§ **RECORDS PROVIDED**:
###

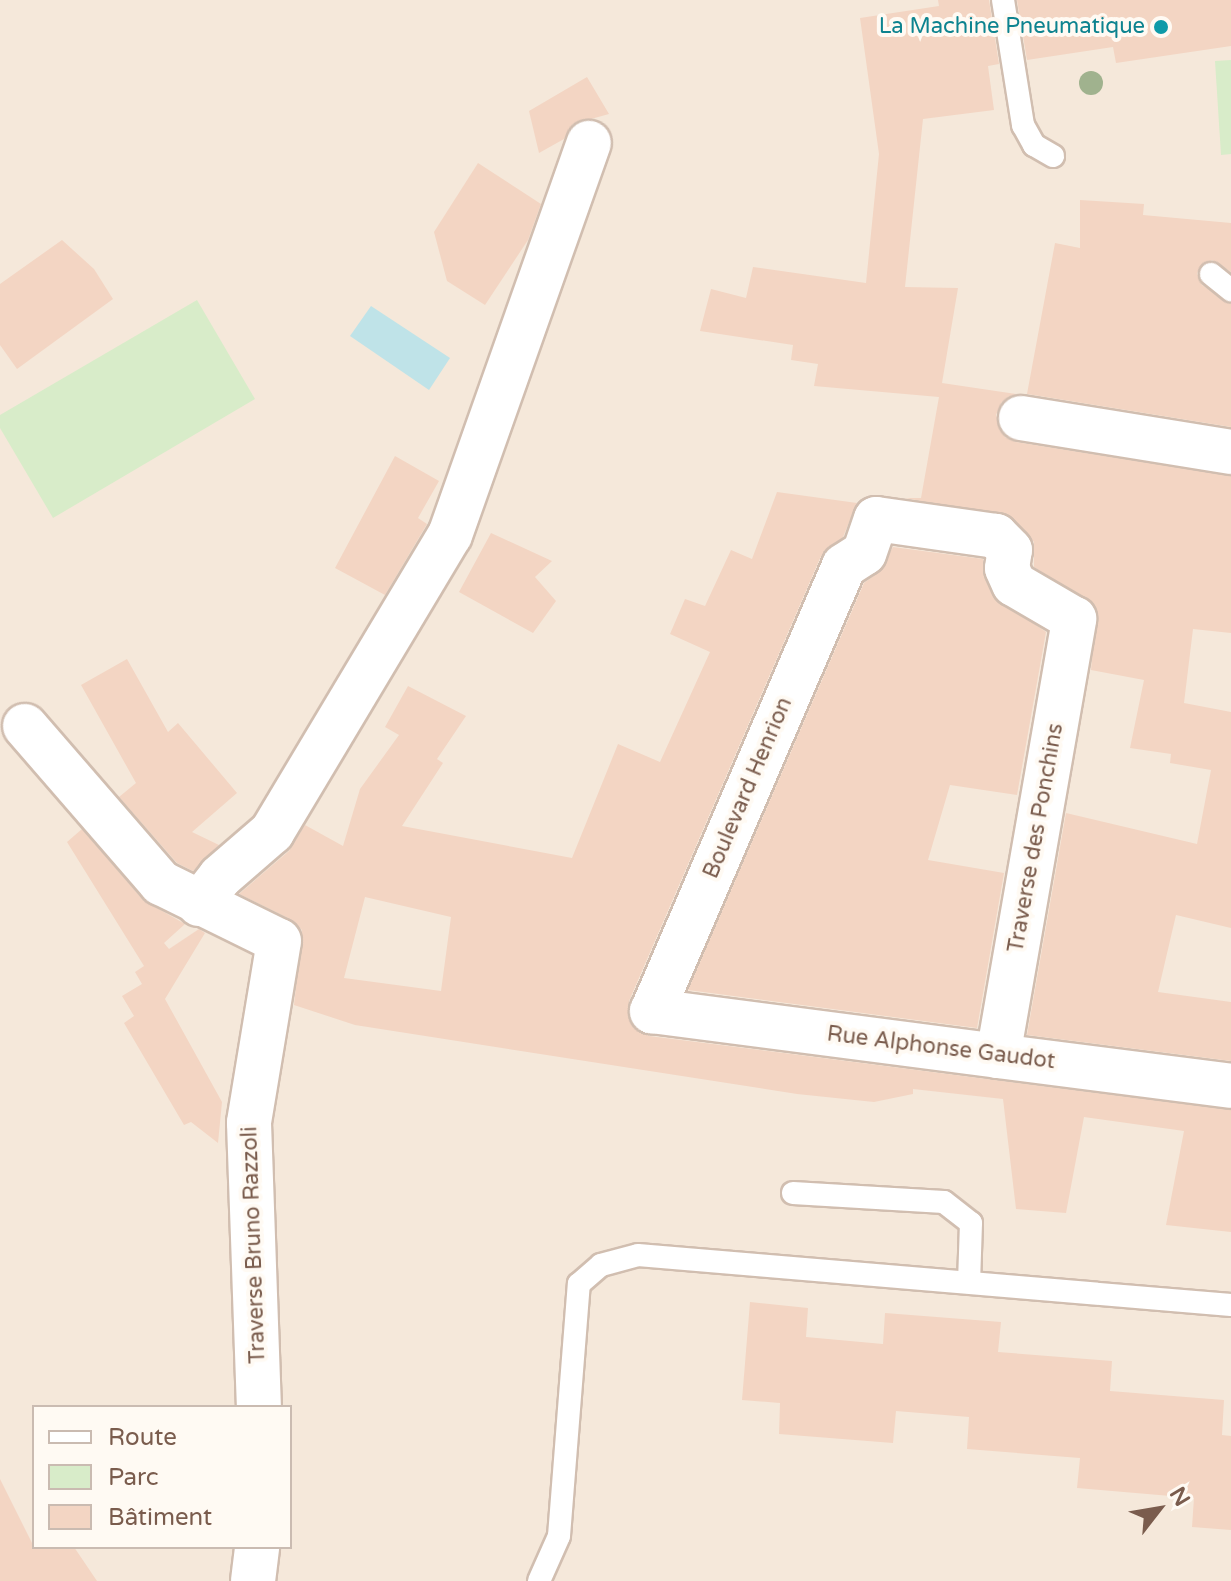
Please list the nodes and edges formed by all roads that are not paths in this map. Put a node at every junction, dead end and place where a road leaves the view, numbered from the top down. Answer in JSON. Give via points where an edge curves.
{"nodes":[{"id":1,"x":1003,"y":0,"type":"edge"},
{"id":2,"x":589,"y":143,"type":"dead end"},
{"id":3,"x":1053,"y":156,"type":"dead end"},
{"id":4,"x":1211,"y":274,"type":"dead end"},
{"id":5,"x":1231,"y":290,"type":"edge"},
{"id":6,"x":1021,"y":418,"type":"dead end"},
{"id":7,"x":1231,"y":452,"type":"edge"},
{"id":8,"x":1074,"y":619,"type":"joint"},
{"id":9,"x":25,"y":726,"type":"dead end"},
{"id":10,"x":199,"y":904,"type":"junction"},
{"id":11,"x":652,"y":1011,"type":"joint"},
{"id":12,"x":998,"y":1056,"type":"junction"},
{"id":13,"x":1231,"y":1086,"type":"edge"},
{"id":14,"x":793,"y":1193,"type":"dead end"},
{"id":15,"x":969,"y":1282,"type":"junction"},
{"id":16,"x":1231,"y":1305,"type":"edge"},
{"id":17,"x":259,"y":1405,"type":"edge"},
{"id":18,"x":257,"y":1549,"type":"edge"},
{"id":19,"x":253,"y":1581,"type":"edge"},
{"id":20,"x":539,"y":1581,"type":"edge"}],
"edges":[{"from":1,"to":3,"type":"lane","via":[[1023,125],[1034,145]]},
{"from":2,"to":10,"type":"street","via":[[450,535],[272,832],[220,877]]},
{"from":4,"to":5,"type":"lane"},
{"from":6,"to":7,"type":"street"},
{"from":8,"to":11,"type":"street","name":"Boulevard Henrion","via":[[1014,584],[1007,568],[1010,550],[996,536],[876,519],[864,553],[844,566]]},
{"from":8,"to":12,"type":"street","name":"Traverse des Ponchins"},
{"from":9,"to":10,"type":"street","via":[[161,883]]},
{"from":10,"to":17,"type":"street","name":"Traverse Bruno Razzoli","via":[[279,941],[249,1123]]},
{"from":11,"to":12,"type":"street","name":"Rue Alphonse Gaudot"},
{"from":12,"to":13,"type":"street","name":"Rue Alphonse Gaudot"},
{"from":14,"to":15,"type":"lane","via":[[944,1202],[971,1223]]},
{"from":15,"to":16,"type":"lane"},
{"from":15,"to":20,"type":"lane","via":[[638,1255],[601,1265],[579,1284],[559,1536]]},
{"from":18,"to":19,"type":"street"}]}
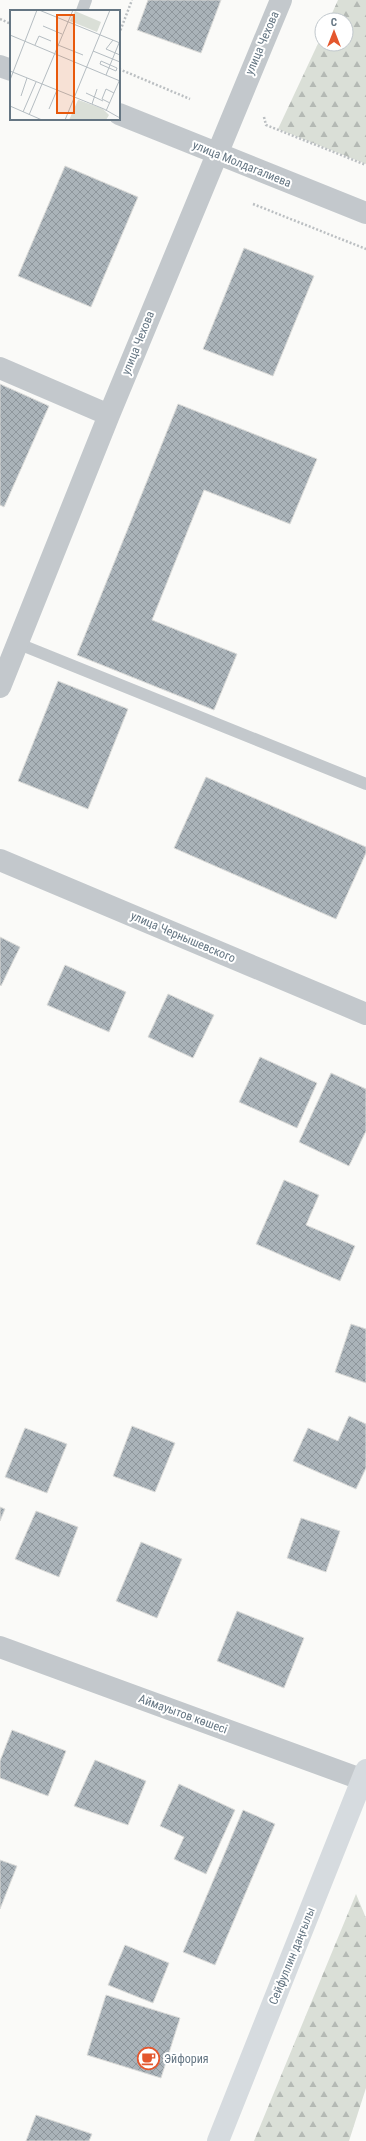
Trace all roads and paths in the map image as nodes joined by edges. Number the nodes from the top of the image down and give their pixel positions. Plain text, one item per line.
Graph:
1 (86, 0) edge
2 (132, 0) edge
3 (281, 0) edge
4 (82, 10) edge
5 (0, 19) edge
6 (10, 24) edge
7 (120, 31) edge
8 (0, 66) edge
9 (120, 69) edge
10 (10, 70) edge
11 (190, 99) dead end
12 (262, 112) dead end
13 (120, 114) edge
14 (216, 153) junction
15 (366, 165) edge
16 (253, 204) dead end
17 (366, 213) edge
18 (366, 250) edge
19 (0, 368) edge
20 (109, 415) junction
21 (18, 644) junction
22 (0, 687) edge
23 (366, 784) edge
24 (0, 860) edge
25 (366, 1014) edge
26 (0, 1647) edge
27 (365, 1777) edge
28 (218, 2141) edge

1 - 4 lane
2 - 7 path
3 - 14 street, улица Чехова
5 - 6 path
8 - 10 street
9 - 11 path
12 - 15 path
13 - 14 street, улица Молдагалиева
14 - 17 street, улица Молдагалиева
14 - 20 street, улица Чехова
16 - 18 path
19 - 20 street
20 - 21 street, улица Чехова
21 - 22 street, улица Чехова
21 - 23 lane
24 - 25 street, улица Чернышевского
26 - 27 street, Аймауытов көшесі
27 - 28 main road, Сейфуллин даңғылы

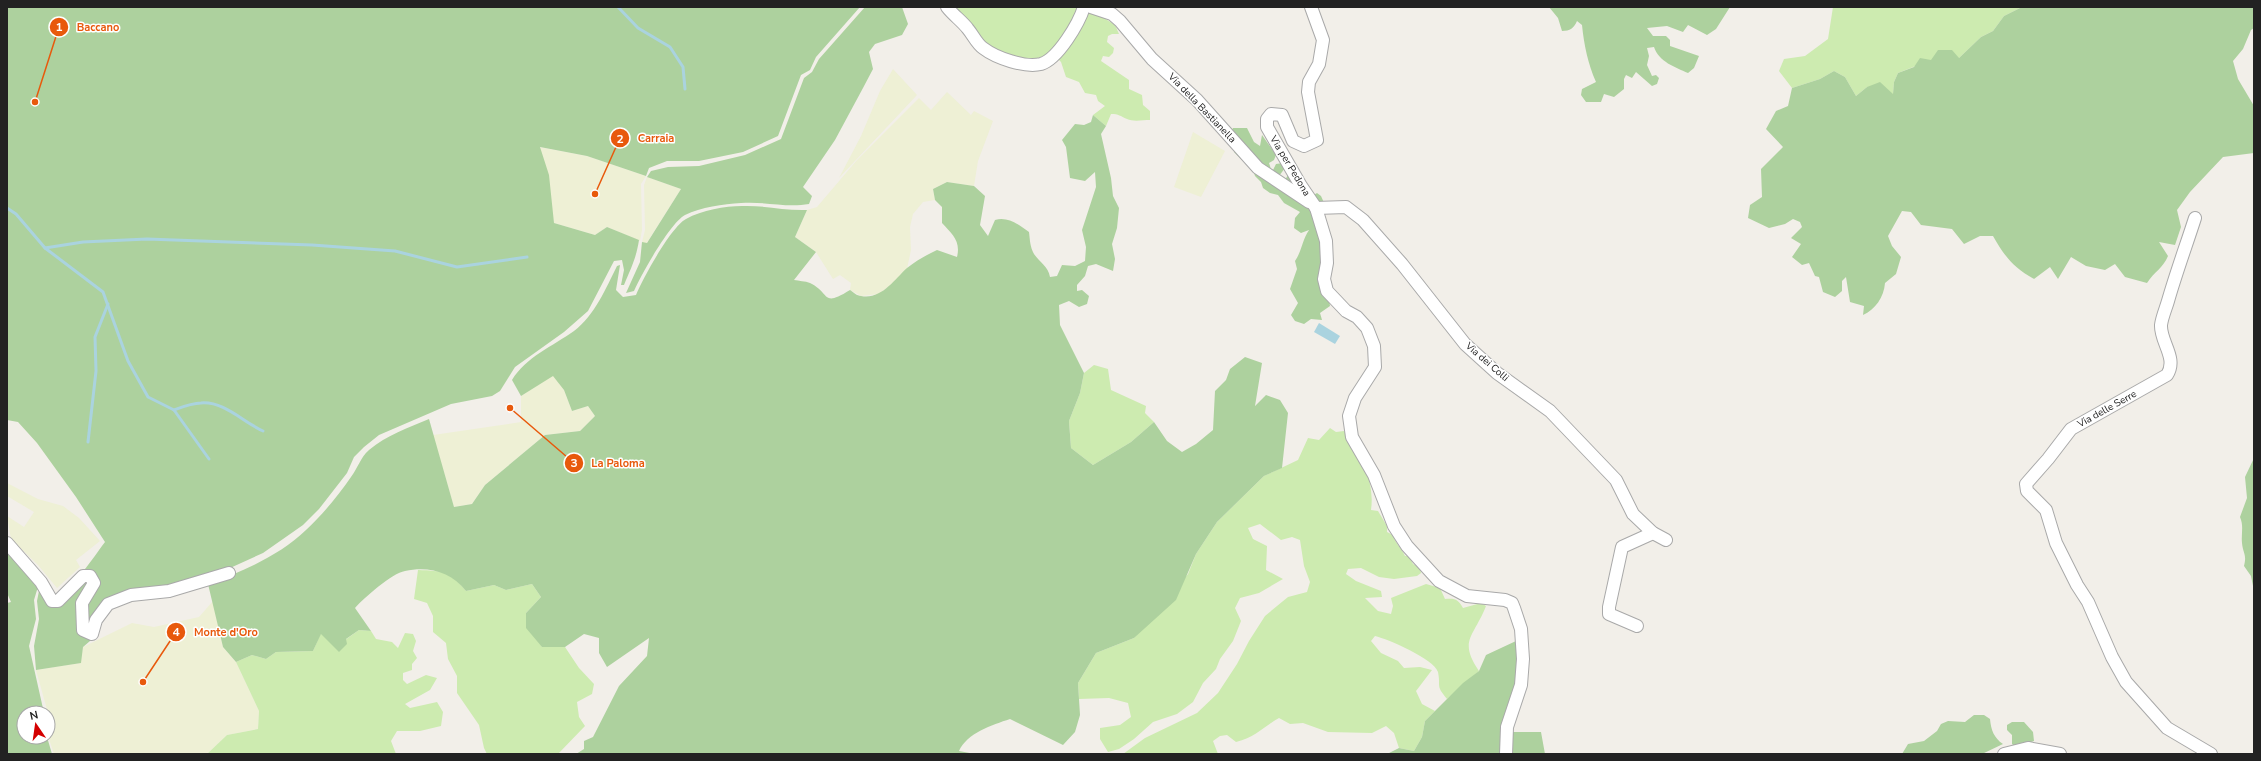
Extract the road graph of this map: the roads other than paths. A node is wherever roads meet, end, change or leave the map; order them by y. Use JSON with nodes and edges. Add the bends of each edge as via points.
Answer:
{"nodes":[{"id":1,"x":947,"y":7,"type":"edge"},
{"id":2,"x":1084,"y":7,"type":"edge"},
{"id":3,"x":1091,"y":7,"type":"edge"},
{"id":4,"x":1310,"y":7,"type":"edge"},
{"id":5,"x":1316,"y":208,"type":"junction"},
{"id":6,"x":2195,"y":218,"type":"dead end"},
{"id":7,"x":1653,"y":533,"type":"junction"},
{"id":8,"x":1666,"y":540,"type":"dead end"},
{"id":9,"x":7,"y":542,"type":"edge"},
{"id":10,"x":228,"y":573,"type":"dead end"},
{"id":11,"x":1636,"y":626,"type":"dead end"},
{"id":12,"x":1506,"y":754,"type":"edge"},
{"id":13,"x":2004,"y":754,"type":"edge"},
{"id":14,"x":2060,"y":754,"type":"edge"},
{"id":15,"x":2211,"y":754,"type":"edge"}],
"edges":[{"from":1,"to":2,"type":"street","via":[[982,48],[998,56],[1031,65],[1046,62],[1056,53],[1072,34]]},
{"from":3,"to":5,"type":"street","name":"Via della Bastianella","via":[[1112,14],[1120,21],[1152,59],[1197,100],[1258,168]]},
{"from":4,"to":5,"type":"street","name":"Via per Pedona","via":[[1324,40],[1319,64],[1309,82],[1308,92],[1317,140],[1304,146],[1293,141],[1282,115],[1271,114],[1267,119],[1267,127]]},
{"from":5,"to":7,"type":"street","name":"Via dei Colli","via":[[1346,207],[1363,220],[1402,264],[1465,344],[1497,373],[1556,417],[1616,480],[1633,514]]},
{"from":5,"to":12,"type":"street","via":[[1326,241],[1327,262],[1324,279],[1327,291],[1367,328],[1374,346],[1375,367],[1354,398],[1349,416],[1352,437],[1374,475],[1394,526],[1407,546],[1439,581],[1467,596],[1495,598],[1512,603],[1521,629],[1523,659],[1521,685],[1507,727]]},
{"from":6,"to":15,"type":"street","name":"Via delle Serre","via":[[2175,273],[2161,323],[2161,335],[2168,346],[2170,370],[2164,377],[2071,429],[2026,484],[2027,491],[2046,510],[2056,543],[2088,602],[2126,682],[2167,728]]},
{"from":7,"to":8,"type":"street","name":"Via dei Colli"},
{"from":7,"to":11,"type":"street","via":[[1622,547],[1609,606],[1609,614]]},
{"from":9,"to":10,"type":"street","via":[[41,582],[52,601],[58,601],[83,576],[90,576],[94,583],[82,603],[82,616],[83,630],[92,634],[96,620],[108,604],[131,595],[169,591]]},
{"from":13,"to":14,"type":"street","via":[[2028,748]]}]}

###

§ **WORK REQUIRED**: In the records above, find each line that mentions the string "Alphonse", then copy it.

§ **TASK SOLUTION**:
{"from":11,"to":12,"type":"street","name":"Rue Alphonse Gaudot"},
{"from":12,"to":13,"type":"street","name":"Rue Alphonse Gaudot"},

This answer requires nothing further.